As crianças não tem o costume de falar da vida pessoal, são reservadas, fechadas com seus traumas da vida.
Hoje foi diferente, eu fui na lotérica pagar uma conta do abrigo. Estava saindo saindo sozinho, quando uma adolescente de 13 anos perguntou se podia ir junto. Claro que sim.
No caminho, sem eu perguntar nada ela foi falando da sua vida. Vou tentar fazer um resumo.
Aos 6 anos ela se lembra bem das cenas que via em sua casa. A mãe apanhando do padrasto, os 4 irmãos chorando em silencio de baixo da cama, sem comida na casa, sem leite, e na hora de dormir o pai forçava a mãe a fazer sexo na frente das crianças, já que a casa tinha um comodo só, o dinheiro da casa era para comprar pinga e drogas, o padrasto bebia e usava droga, maconha e cocaína.

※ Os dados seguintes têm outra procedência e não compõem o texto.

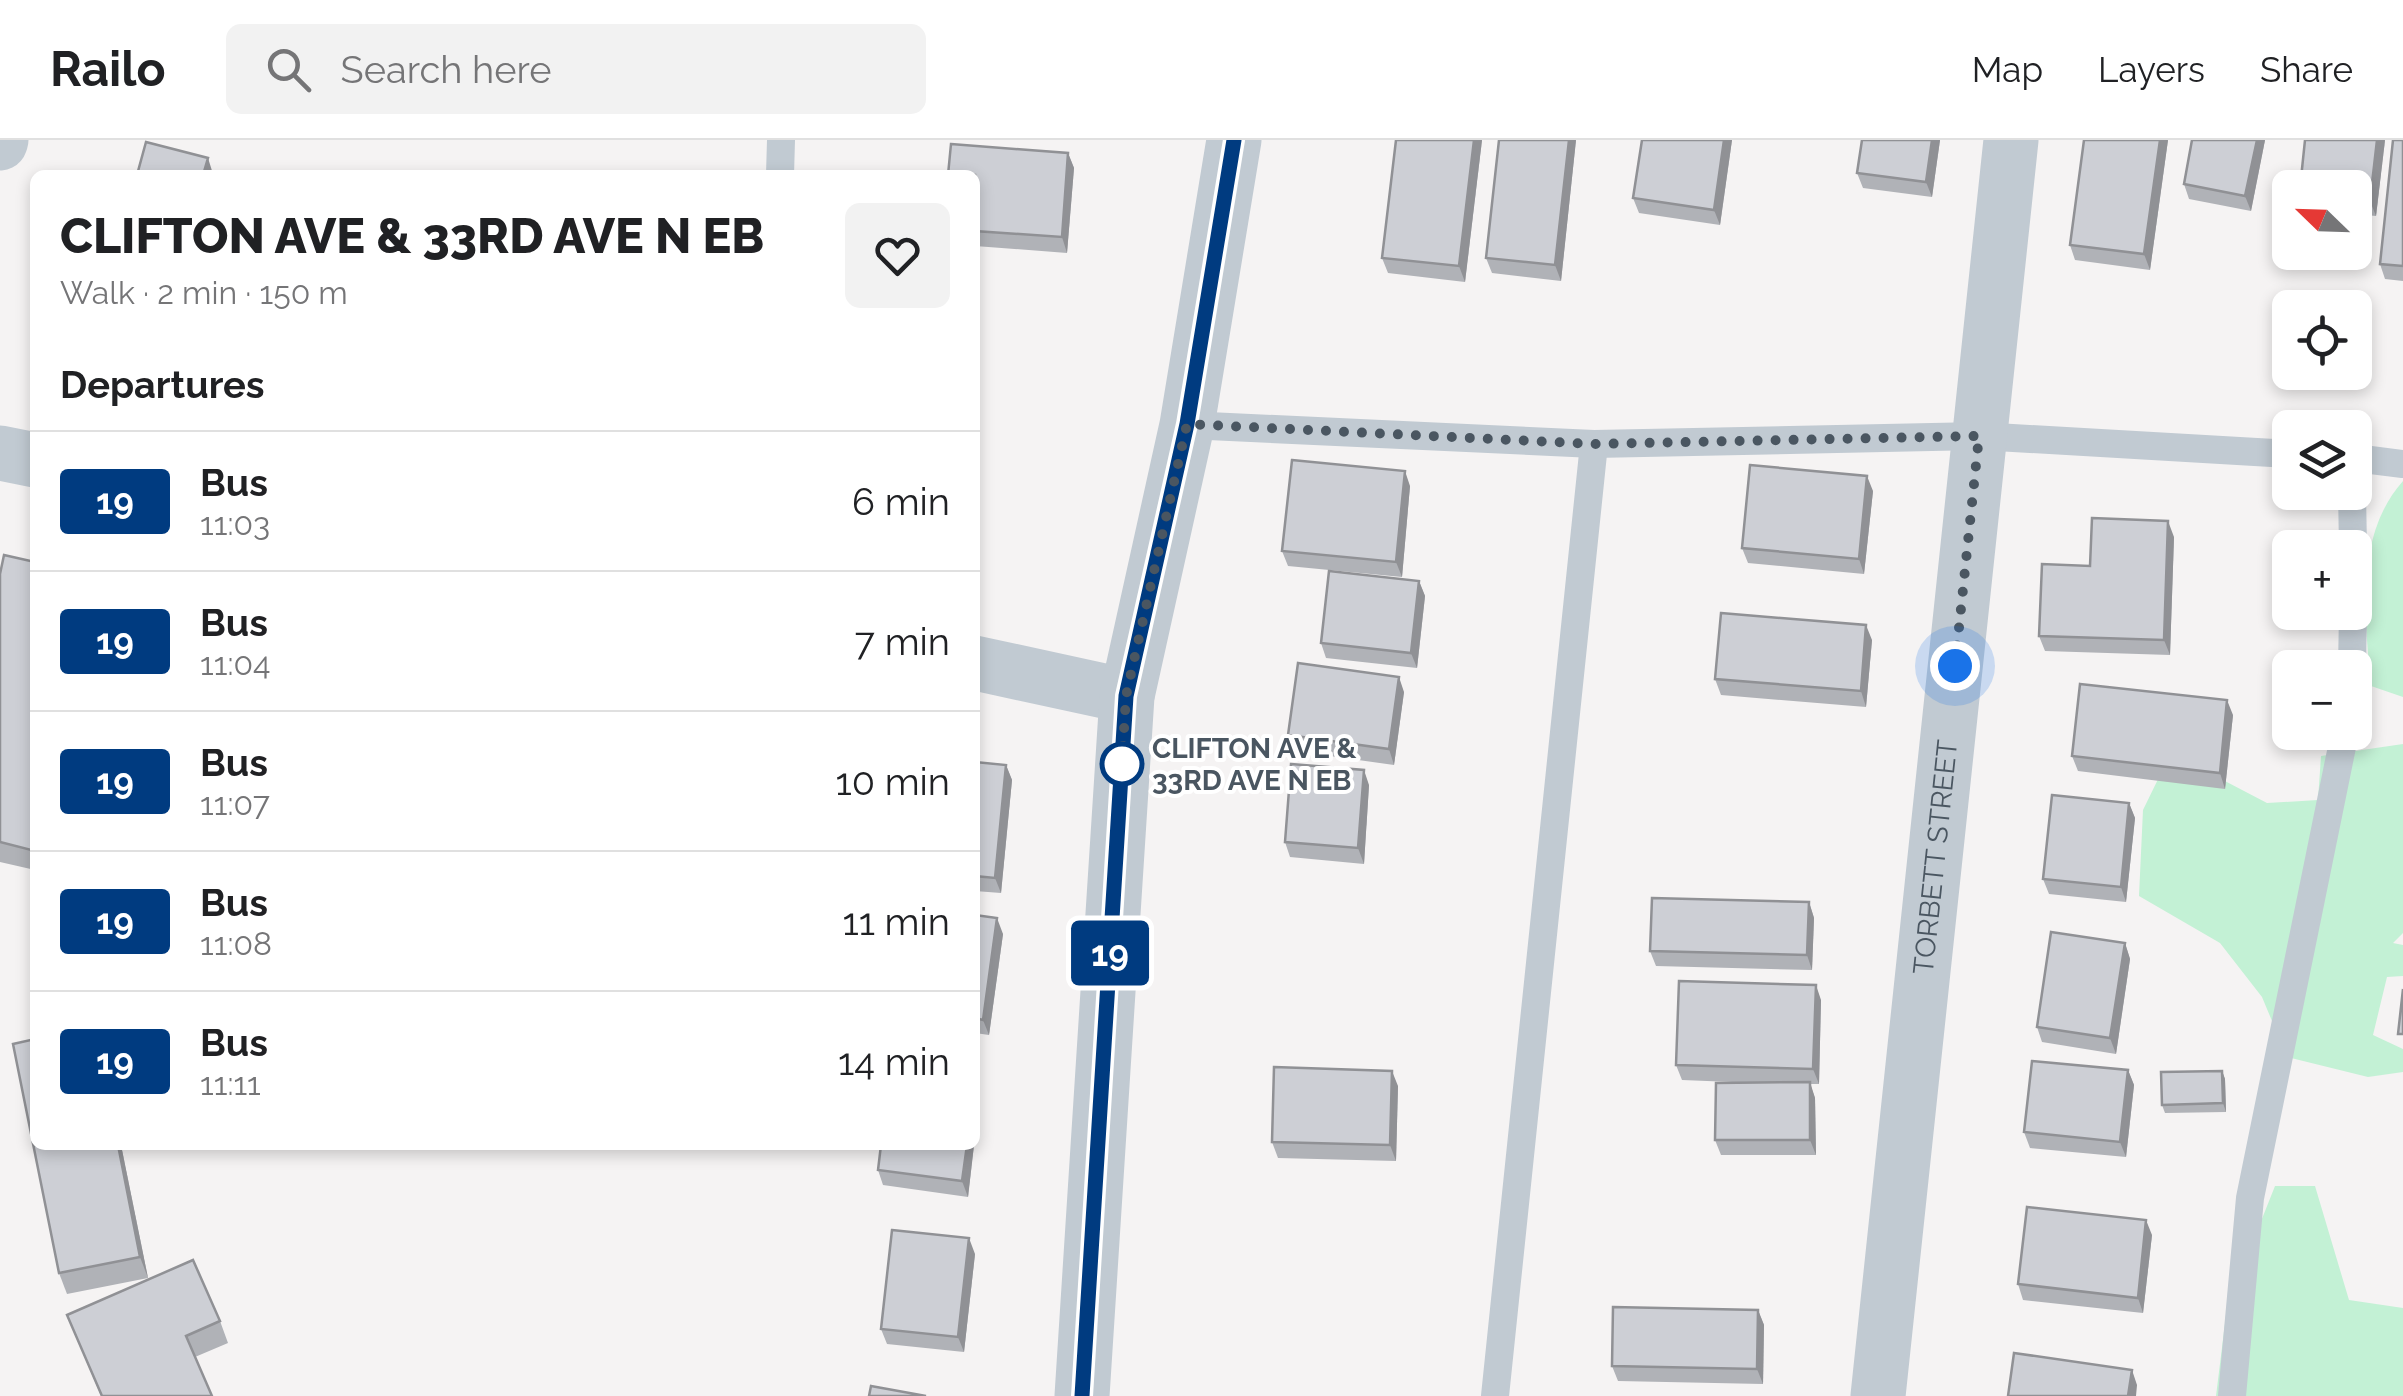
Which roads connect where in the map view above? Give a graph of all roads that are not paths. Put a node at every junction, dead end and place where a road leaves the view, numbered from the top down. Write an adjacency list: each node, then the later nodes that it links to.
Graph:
1 (781, 140): 4 (lane)
2 (1234, 140): 5 (street)
3 (2010, 140): 6 (street, TORBETT STREET)
4 (780, 170)
5 (1187, 424): 7 (lane); 14 (street)
6 (1979, 436): 7 (lane); 9 (lane); 18 (street, TORBETT STREET)
7 (1594, 444): 17 (lane)
8 (0, 453): 10 (street)
9 (2272, 453)
10 (30, 459)
11 (2372, 460): 12 (lane)
12 (2403, 464)
13 (980, 664): 14 (street)
14 (1126, 696): 16 (street)
15 (2341, 750): 19 (lane)
16 (1082, 1396)
17 (1496, 1396)
18 (1878, 1396)
19 (2232, 1396)

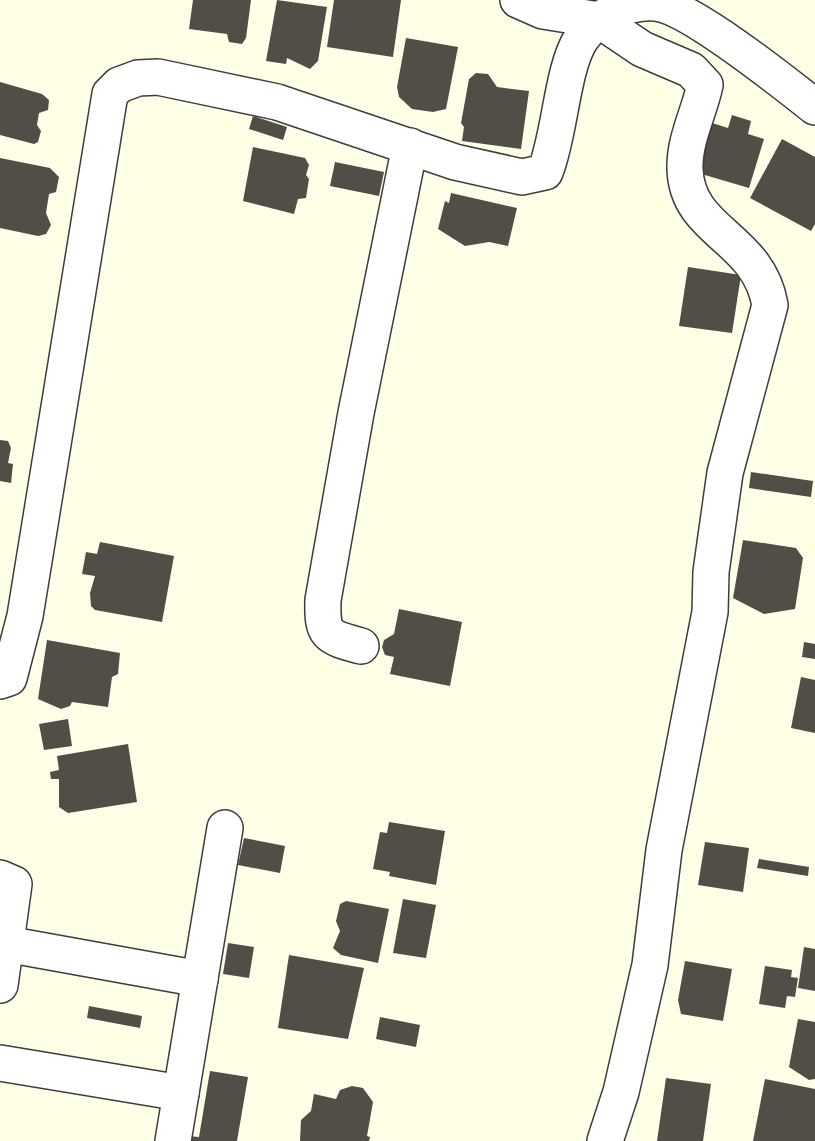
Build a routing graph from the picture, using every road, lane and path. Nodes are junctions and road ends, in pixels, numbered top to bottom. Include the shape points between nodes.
1 (518, 0) edge
2 (599, 20) junction
3 (754, 61) junction
4 (699, 79) junction
5 (815, 107) edge
6 (410, 146) junction
7 (361, 646) dead end
8 (0, 681) edge
9 (225, 828) dead end
10 (0, 878) edge
11 (6, 944) junction
12 (200, 979) junction
13 (0, 985) edge
14 (0, 1063) edge
15 (181, 1094) junction
16 (173, 1141) edge
17 (605, 1141) edge

1 - 2 street via 543,11
2 - 3 street via 629,5 657,3
2 - 4 street via 642,49 691,70
2 - 6 street via 581,39 572,61 545,172 523,177 455,162
3 - 4 street
3 - 5 street
4 - 17 street via 705,86 689,139 685,169 689,188 699,214 750,259 766,284 770,305 725,473 710,612 664,850 650,965
6 - 7 street via 323,600 323,625 329,635
6 - 8 street via 277,102 158,77 119,85 110,94 25,616 9,678
9 - 12 street
10 - 11 street via 14,884
11 - 12 street
11 - 13 street
12 - 15 street
14 - 15 street
15 - 16 street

Aos 7 anos o padrasto abusou sexualmente dela, na ocasião a mãe não acreditou nela, disse que ele não teria coragem, confiou nele. Depois desse ocorrido, ela começou a faltar muito na escola, começou a ficar com as "meninas da favela", como ela mesma falou, começou a dar um "beijinhos" nos meninos mais velhos. Como faltava muito na escola, o Conselho Tutelar foi acionado, consequentemente ela e os irmãos foram acolhidos, em outro abrigo.
Aos 9 anos, em outro abrigo, ela fumava cigarro, brigava na escola, tinha vários namorados na escola e na rua, era muito rebelde. Nessa época os seus 3 irmãos mais novos foram adotados. Ela teve que mudar de abrigo, ainda não é esse.
Aos 11 anos ela estava em um abrigo bem longe, que é para não ter contato mesmo, ela fugiu desse abrigo, se envolveu com drogas, morava e namorava com o traficante da região, que tinha 26 anos, ela e a amiga de 16 namoravam o mesmo cara, ela sofreu um aborto espontâneo, foi parar no hospital e novamente o Conselho Tutelar foi acionado.
Quase com 12 anos ela foi acolhida no abrigo que eu trabalho.
Bom, eu não entendi muito bem o motivo de ter me contado a sua história. Assim que as crianças chegam no abrigo, elas já são inscritas para passar com a psicóloga, é uma voluntária que cobra bem pouco. Ainda bem que ela passou rápido, e está gostando.
Atualmente ela é uma menina mais calma, não é uma santinha não, de vez em quando ela dá uns tapas nos menores, dá uns beijos na escola, mas melhorou muito, muito mesmo.